In the name of the Moon, I won’t forgive it | Ahreum Lee [workshop]
In the name of the Moon, I won’t forgive it
Saturday, April 22nd 2023 at 1:00pm
At Ada X | Register here
In this workshop, participants will design a simple wearable accessory that is made by them, for them. The artist Ahreum Lee will share the samples of the accessories and workshop guides they created during their residency, as well as share the research they conducted. Then, participants will use tiny micro-IC chips, micro speakers, small buttons, conductible fabrics, and reusable materials to make their accessory. It will be able to store and play the sound that participants want to emit during uncomfortable and unexpected situations.
Free workshop with limited space! Register by April 20th here. Any questions? Contact us at email@example.com
A sound that fights for you
By Chloë Lalonde
“Caring for myself is not self-indulgence, it is self-preservation, and that is an act of political warfare.” – Audre Lorde, A Burst of Light, 1988.
“You know what is worse than being rude and damaging things that aren’t yours? People who think nothing of other people’s feelings.” – Sailor Moon, Punishment Awaits: the House of Fortune Is The Monster Mansion, 1992.
Usagi Tsukino wakes up late, rushes off to school and saves a cat from a group of young boys who have stuck bandages on its head, covering a magical crescent moon. The cat, Luna, later goes to find Usagi, entrusting her with a powerful crest and her first mission as Sailor Moon. Usagi is told by her peers that she needs to learn self-control, and by transforming into Sailor Moon, she is adorned in jewellery that is not only beautiful, but that serves to protect her.
Microaggressions are often perpetrated by people who do not have bad intentions and genuinely do not know that their actions and words are harmful, but an accumulation of microaggressions can be emotionally and physically exhausting. Left unaddressed, microaggressions can lead to macroaggressions, harassment, and hate crimes.
Portrayed as someone hypersensitive and overemotional, Sailor Moon has become an icon for hyperfemininity, care and bravery whose qualities turn to her favour when facing such villains. Drawing out on these tropes, Ahreum Lee’s workshop, In the name of Moon, I won’t forgive it, uses tech to imbue power and energy into accessories, giving them ability to effect change with noise, and the wearer confidence to face the “bad guys.”

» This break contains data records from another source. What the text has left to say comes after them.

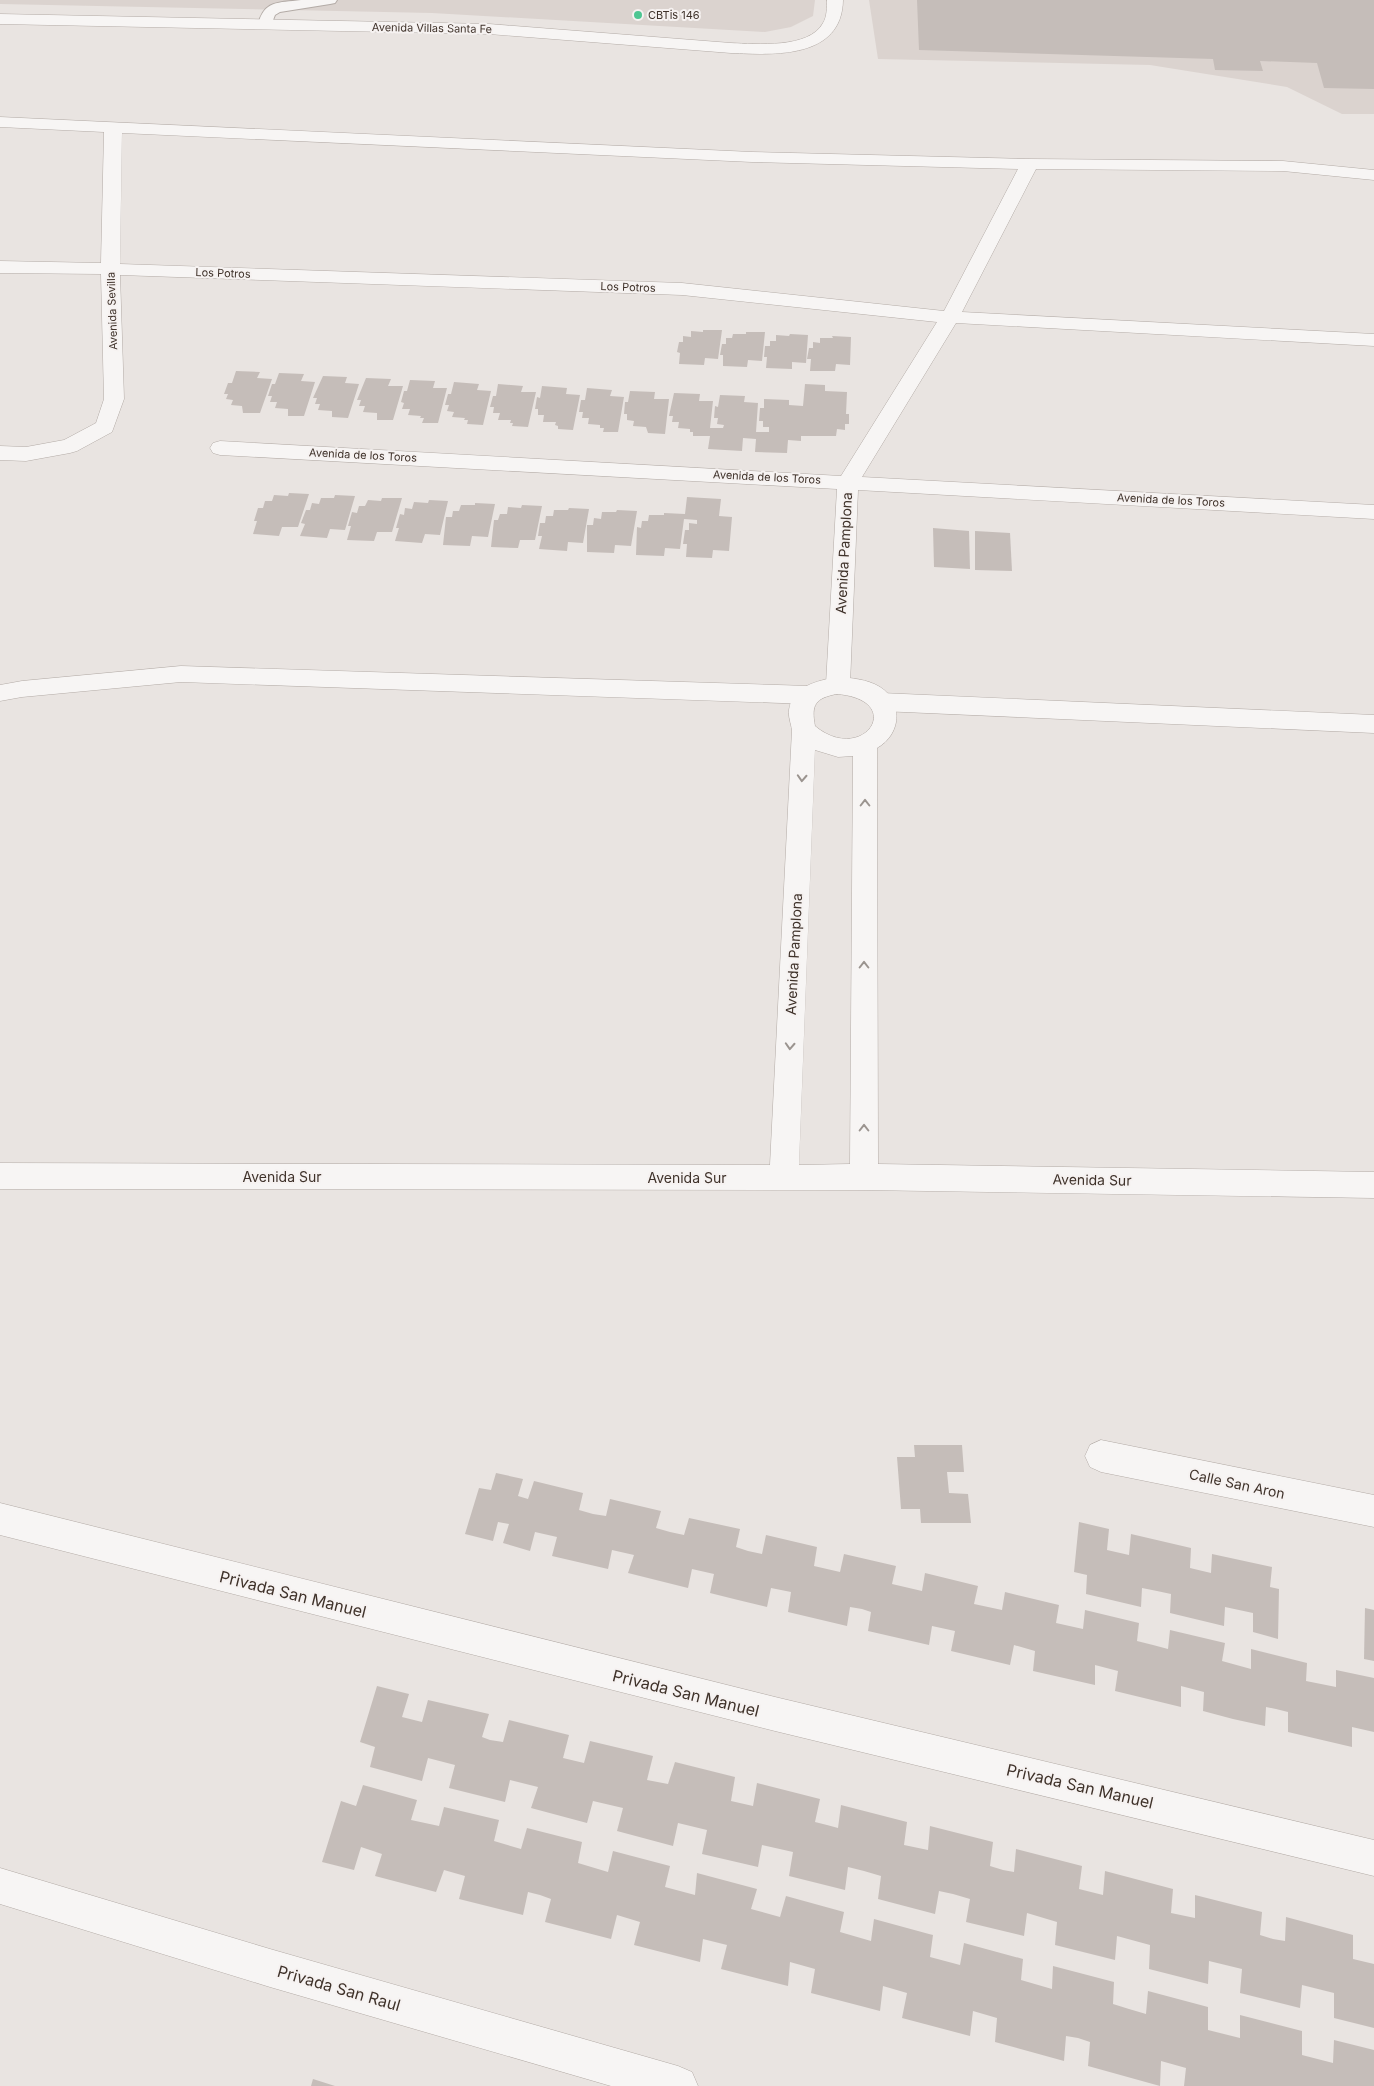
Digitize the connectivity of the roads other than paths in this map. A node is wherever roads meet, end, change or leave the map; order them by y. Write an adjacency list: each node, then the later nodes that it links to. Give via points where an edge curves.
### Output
1 (330, 0): 4 (lane, via 276,8 268,13)
2 (835, 0): 4 (street, Avenida Villas Santa Fe, via 830,26 823,34 789,47 764,49 489,29)
3 (0, 19): 4 (street, Avenida Villas Santa Fe)
4 (265, 25)
5 (0, 122): 6 (street)
6 (114, 127): 7 (street, via 742,157); 10 (street, Avenida Sevilla)
7 (1030, 164): 8 (street, via 1283,166); 11 (street)
8 (1374, 175)
9 (0, 267): 10 (street, Los Potros)
10 (110, 269): 11 (street, Los Potros, via 682,289); 14 (street, Avenida Sevilla, via 114,399 105,427 70,446 26,454)
11 (950, 317): 12 (street, Los Potros); 15 (street)
12 (1374, 340)
13 (220, 448): 15 (street, Avenida de los Toros)
14 (0, 453)
15 (848, 482): 16 (street, Avenida de los Toros); 17 (street, Avenida Pamplona)
16 (1374, 512)
17 (838, 684): 19 (street); 20 (street, via 870,692)
18 (0, 693): 19 (street, via 181,674)
19 (809, 695): 22 (street, Avenida Pamplona, via 801,705 799,717)
20 (882, 702): 21 (street); 23 (street, via 887,714 886,726 878,737)
21 (1374, 724)
22 (804, 730): 23 (street, via 815,740 830,746 848,748); 26 (street, Avenida Pamplona, one-way to 26)
23 (865, 745): 25 (street, one-way to 23)
24 (0, 1176): 26 (street, Avenida Sur)
25 (864, 1177): 26 (street, Avenida Sur); 27 (street, Avenida Sur)
26 (784, 1178)
27 (1374, 1185)
28 (1100, 1456): 29 (street, Calle San Aron)
29 (1374, 1512)
30 (0, 1520): 31 (street, Privada San Manuel, via 775,1714)
31 (1374, 1858)
32 (0, 1886): 33 (street, Privada San Raul)
33 (678, 2086)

Seeking tools and techniques for responding to microaggressions and inspired by Sailor Moon, Lee’s artistic research draws from two core texts, Microintervention Strategies: What You Can Do to Disarm and Dismantle Individual and Systemic Racism and Bias by Derald Wing Sue (2020), and Overcoming Everyday Racism: Building Resilience and Wellbeing in the Face of Discrimination and Microaggressions by Susan Collins (2019). In the name of Moon, I won’t forgive it developed in response to this research. By placing emphasis on the targets, allies and bystanders of microaggressions, Lee’s work fosters community building and problem solving through co-creation and speculative design, channelling care and self-preservation through merging adornment and technology. The act of collectively designing accessories creates discussion, allowing participants to exchange their experiences and dissolve mechanisms of daily microaggressions.
Following the guidelines designed by the artist that outline situations and solutions, participants design objects that store sounds activated by certain gestures and actions. These can include a sound that you own, a sound that you deliver, or a sound that fights for you — whether laughter, swearing, spell or song.
Chloë Lalonde, based in Tiohtià:ke / Mooniyang / Montreal, is an MFA candidate in Art & Science at the University of Applied Arts in Vienna. As a multidisciplinary artist and cultural worker, their interest in sustainability, mediums, and matter ground their practice-based research.